A temperatura política nos bastidores do Palácio do Buriti subiu consideravelmente. O que poderia parecer apenas uma aliança eleitoral localizada em Planaltina começa a ser interpretado como um possível foco de desgaste para o projeto de reeleição da governadora Celina Leão.
Líder do governo na Câmara Legislativa do Distrito Federal, o deputado Pepa (PP) entrou em terreno delicado ao aparecer publicamente ao lado de Rafael Prudente (MDB), que atualmente mantém uma relação política distante do grupo governista.
Nos corredores da CLDF, uma questão passou a ganhar força: por quanto tempo Celina Leão aceitará que seu líder na Casa ajude a fortalecer o projeto eleitoral de um grupo que pode seguir caminho contrário ao dela?
Caso Pepa mantenha essa aproximação com Prudente — e, consequentemente, com aliados ligados ao ex-governador José Roberto Arruda — sua posição na liderança do governo poderá enfrentar crescente pressão.

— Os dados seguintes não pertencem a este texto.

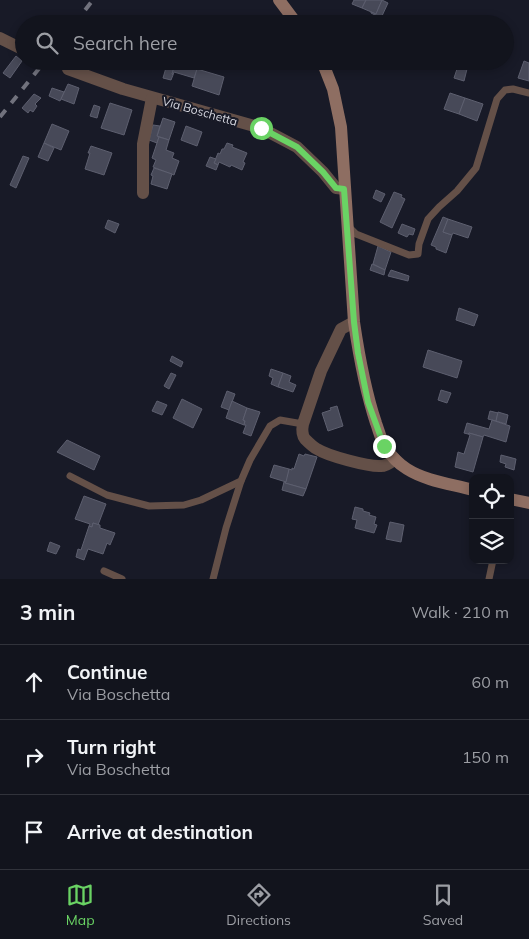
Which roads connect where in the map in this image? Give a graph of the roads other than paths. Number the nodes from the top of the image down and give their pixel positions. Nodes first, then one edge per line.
1 (279, 0) edge
2 (290, 15) edge
3 (0, 38) edge
4 (15, 46) edge
5 (71, 70) edge
6 (326, 70) edge
7 (529, 93) edge
8 (152, 98) junction
9 (344, 189) junction
10 (143, 194) dead end
11 (347, 225) junction
12 (354, 322) junction
13 (303, 424) junction
14 (395, 459) junction
15 (70, 476) dead end
16 (241, 481) junction
17 (469, 489) edge
18 (514, 500) edge
19 (529, 503) edge
20 (492, 564) edge
21 (104, 571) dead end
22 (122, 579) edge
23 (213, 579) edge
24 (489, 579) edge

1 - 2 street
3 - 4 street
5 - 8 street, Via Boschetta
6 - 9 street
7 - 11 lane
8 - 9 street, Via Boschetta
8 - 10 street, Via Boschetta
9 - 11 street
11 - 12 street
12 - 13 street
12 - 14 street
13 - 14 street
13 - 16 lane
14 - 17 street
15 - 16 lane
16 - 23 lane
18 - 19 street
20 - 24 lane
21 - 22 lane

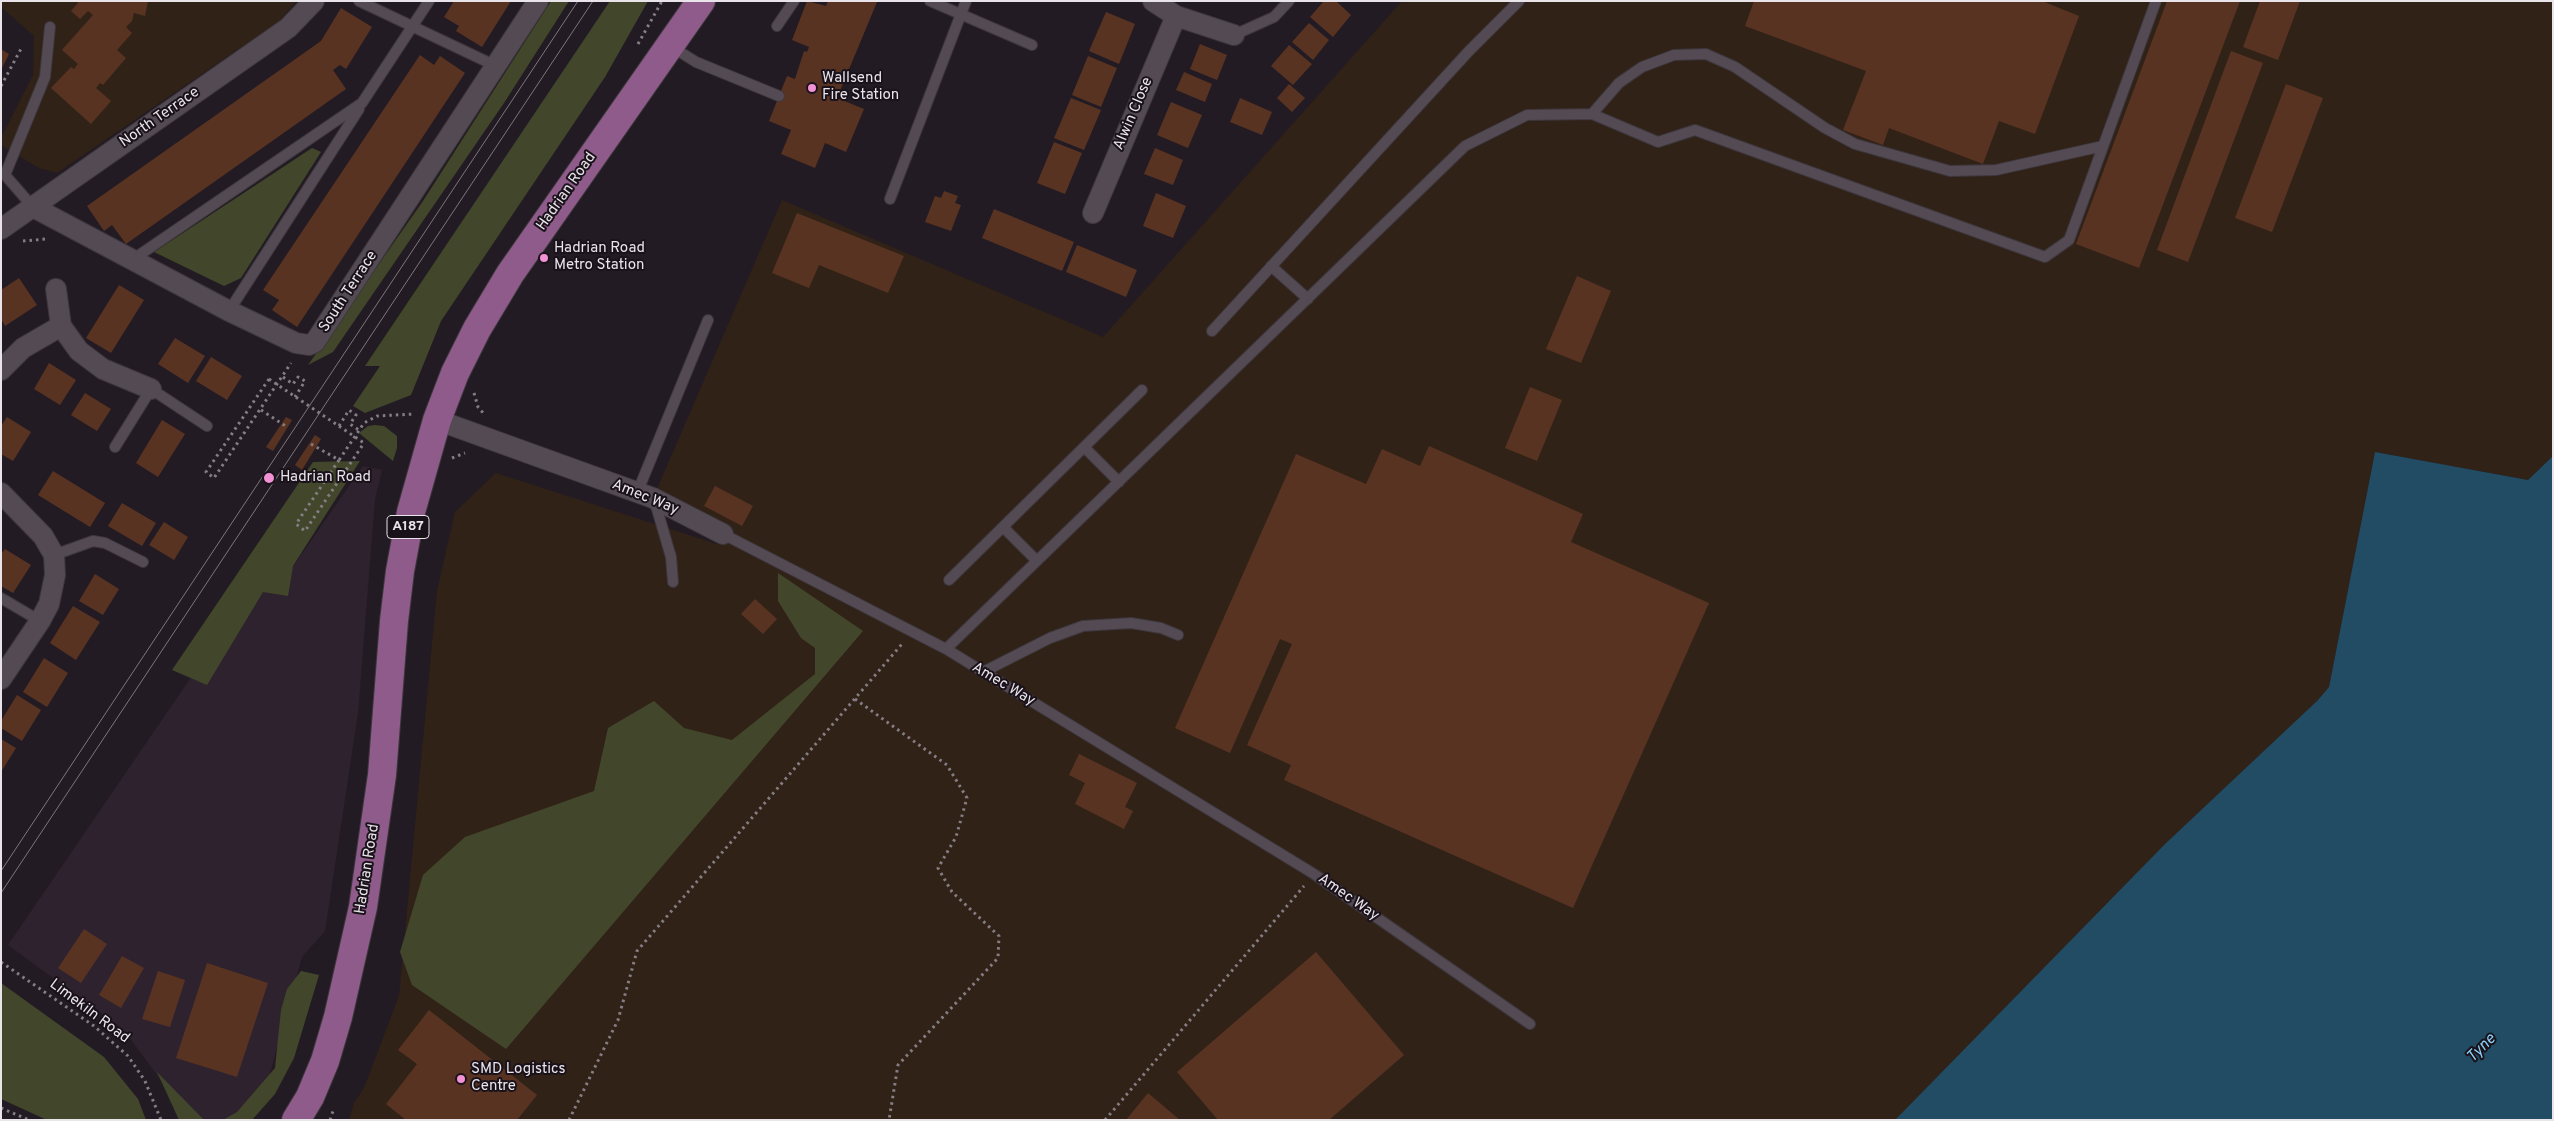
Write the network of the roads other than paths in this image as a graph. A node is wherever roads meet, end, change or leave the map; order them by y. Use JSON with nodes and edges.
{"nodes":[{"id":1,"x":314,"y":1,"type":"edge"},
{"id":2,"x":360,"y":1,"type":"edge"},
{"id":3,"x":429,"y":1,"type":"edge"},
{"id":4,"x":538,"y":1,"type":"edge"},
{"id":5,"x":701,"y":1,"type":"edge"},
{"id":6,"x":794,"y":1,"type":"edge"},
{"id":7,"x":930,"y":1,"type":"edge"},
{"id":8,"x":966,"y":1,"type":"edge"},
{"id":9,"x":1153,"y":1,"type":"edge"},
{"id":10,"x":1289,"y":1,"type":"edge"},
{"id":11,"x":1519,"y":1,"type":"edge"},
{"id":12,"x":2156,"y":1,"type":"edge"},
{"id":13,"x":961,"y":15,"type":"junction"},
{"id":14,"x":1176,"y":16,"type":"junction"},
{"id":15,"x":414,"y":26,"type":"junction"},
{"id":16,"x":777,"y":26,"type":"dead end"},
{"id":17,"x":50,"y":27,"type":"dead end"},
{"id":18,"x":1234,"y":35,"type":"joint"},
{"id":19,"x":669,"y":45,"type":"junction"},
{"id":20,"x":1032,"y":45,"type":"dead end"},
{"id":21,"x":496,"y":66,"type":"junction"},
{"id":22,"x":779,"y":96,"type":"dead end"},
{"id":23,"x":362,"y":104,"type":"junction"},
{"id":24,"x":1592,"y":114,"type":"junction"},
{"id":25,"x":2103,"y":146,"type":"junction"},
{"id":26,"x":3,"y":174,"type":"edge"},
{"id":27,"x":890,"y":199,"type":"dead end"},
{"id":28,"x":33,"y":207,"type":"junction"},
{"id":29,"x":1093,"y":213,"type":"dead end"},
{"id":30,"x":1,"y":229,"type":"edge"},
{"id":31,"x":132,"y":260,"type":"junction"},
{"id":32,"x":1271,"y":266,"type":"junction"},
{"id":33,"x":56,"y":289,"type":"dead end"},
{"id":34,"x":1308,"y":299,"type":"junction"},
{"id":35,"x":229,"y":311,"type":"junction"},
{"id":36,"x":708,"y":320,"type":"dead end"},
{"id":37,"x":61,"y":326,"type":"junction"},
{"id":38,"x":1212,"y":331,"type":"dead end"},
{"id":39,"x":1,"y":370,"type":"edge"},
{"id":40,"x":151,"y":389,"type":"junction"},
{"id":41,"x":1142,"y":390,"type":"dead end"},
{"id":42,"x":427,"y":417,"type":"junction"},
{"id":43,"x":207,"y":426,"type":"dead end"},
{"id":44,"x":115,"y":447,"type":"dead end"},
{"id":45,"x":1084,"y":447,"type":"junction"},
{"id":46,"x":1119,"y":482,"type":"junction"},
{"id":47,"x":1,"y":493,"type":"edge"},
{"id":48,"x":645,"y":496,"type":"junction"},
{"id":49,"x":1003,"y":527,"type":"junction"},
{"id":50,"x":723,"y":534,"type":"joint"},
{"id":51,"x":54,"y":555,"type":"junction"},
{"id":52,"x":142,"y":562,"type":"dead end"},
{"id":53,"x":1037,"y":562,"type":"junction"},
{"id":54,"x":949,"y":580,"type":"dead end"},
{"id":55,"x":673,"y":582,"type":"dead end"},
{"id":56,"x":1,"y":598,"type":"edge"},
{"id":57,"x":40,"y":621,"type":"junction"},
{"id":58,"x":1178,"y":635,"type":"dead end"},
{"id":59,"x":946,"y":650,"type":"junction"},
{"id":60,"x":983,"y":672,"type":"junction"},
{"id":61,"x":1,"y":679,"type":"edge"},
{"id":62,"x":1530,"y":1024,"type":"dead end"},
{"id":63,"x":296,"y":1120,"type":"edge"}],
"edges":[{"from":1,"to":28,"type":"street","name":"North Terrace"},
{"from":2,"to":15,"type":"lane"},
{"from":3,"to":15,"type":"lane"},
{"from":4,"to":21,"type":"street","name":"South Terrace"},
{"from":5,"to":19,"type":"main road","name":"Hadrian Road","number":"A187"},
{"from":6,"to":16,"type":"lane"},
{"from":7,"to":13,"type":"lane"},
{"from":8,"to":13,"type":"lane"},
{"from":9,"to":14,"type":"street"},
{"from":10,"to":18,"type":"lane"},
{"from":11,"to":32,"type":"lane"},
{"from":12,"to":25,"type":"lane"},
{"from":13,"to":20,"type":"lane"},
{"from":13,"to":27,"type":"lane"},
{"from":14,"to":18,"type":"street"},
{"from":14,"to":29,"type":"street","name":"Alwin Close"},
{"from":15,"to":21,"type":"lane"},
{"from":15,"to":23,"type":"lane"},
{"from":17,"to":26,"type":"lane"},
{"from":19,"to":22,"type":"lane"},
{"from":19,"to":42,"type":"main road","name":"Hadrian Road","number":"A187"},
{"from":21,"to":35,"type":"street","name":"South Terrace"},
{"from":23,"to":31,"type":"lane"},
{"from":23,"to":35,"type":"lane"},
{"from":24,"to":25,"type":"lane"},
{"from":24,"to":25,"type":"lane"},
{"from":24,"to":34,"type":"lane"},
{"from":26,"to":28,"type":"lane"},
{"from":28,"to":30,"type":"street","name":"North Terrace"},
{"from":28,"to":31,"type":"street","name":"South Terrace"},
{"from":31,"to":35,"type":"street","name":"South Terrace"},
{"from":32,"to":34,"type":"lane"},
{"from":32,"to":38,"type":"lane"},
{"from":33,"to":37,"type":"street"},
{"from":34,"to":46,"type":"lane"},
{"from":36,"to":48,"type":"lane"},
{"from":37,"to":39,"type":"street"},
{"from":37,"to":40,"type":"street"},
{"from":40,"to":43,"type":"lane"},
{"from":40,"to":44,"type":"lane"},
{"from":41,"to":45,"type":"lane"},
{"from":42,"to":48,"type":"street","name":"Amec Way"},
{"from":42,"to":63,"type":"main road","name":"Hadrian Road","number":"A187"},
{"from":45,"to":46,"type":"lane"},
{"from":45,"to":49,"type":"lane"},
{"from":46,"to":53,"type":"lane"},
{"from":47,"to":51,"type":"street"},
{"from":48,"to":50,"type":"street","name":"Amec Way"},
{"from":48,"to":55,"type":"lane"},
{"from":49,"to":53,"type":"lane"},
{"from":49,"to":54,"type":"lane"},
{"from":50,"to":59,"type":"lane","name":"Amec Way"},
{"from":51,"to":52,"type":"lane"},
{"from":51,"to":57,"type":"street"},
{"from":53,"to":59,"type":"lane"},
{"from":56,"to":57,"type":"lane"},
{"from":57,"to":61,"type":"street"},
{"from":58,"to":60,"type":"lane"},
{"from":59,"to":60,"type":"lane","name":"Amec Way"},
{"from":60,"to":62,"type":"lane","name":"Amec Way"}]}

Durante o evento realizado no último sábado (20), Pepa tentou demonstrar que a parceria política com Rafael Prudente contaria com o aval de Celina Leão. Em seu discurso, fez questão de reafirmar publicamente a governadora como sua principal referência política.
A reação de Prudente, porém, chamou atenção pelo silêncio. Apesar de falar sobre sua trajetória e seus projetos, o ex-presidente da CLDF não declarou apoio à eventual candidatura de Celina à reeleição.
Para integrantes do grupo governista, a ausência de uma manifestação direta teve mais peso do que as declarações de lealdade feitas por Pepa.
A leitura predominante é de que Rafael Prudente segue construindo um caminho próprio, mantendo proximidade com o grupo político de José Roberto Arruda. Nesse cenário, a aliança articulada em Planaltina pode se transformar em um problema maior para Pepa e colocar em dúvida sua permanência como principal interlocutor do governo na Câmara Legislativa.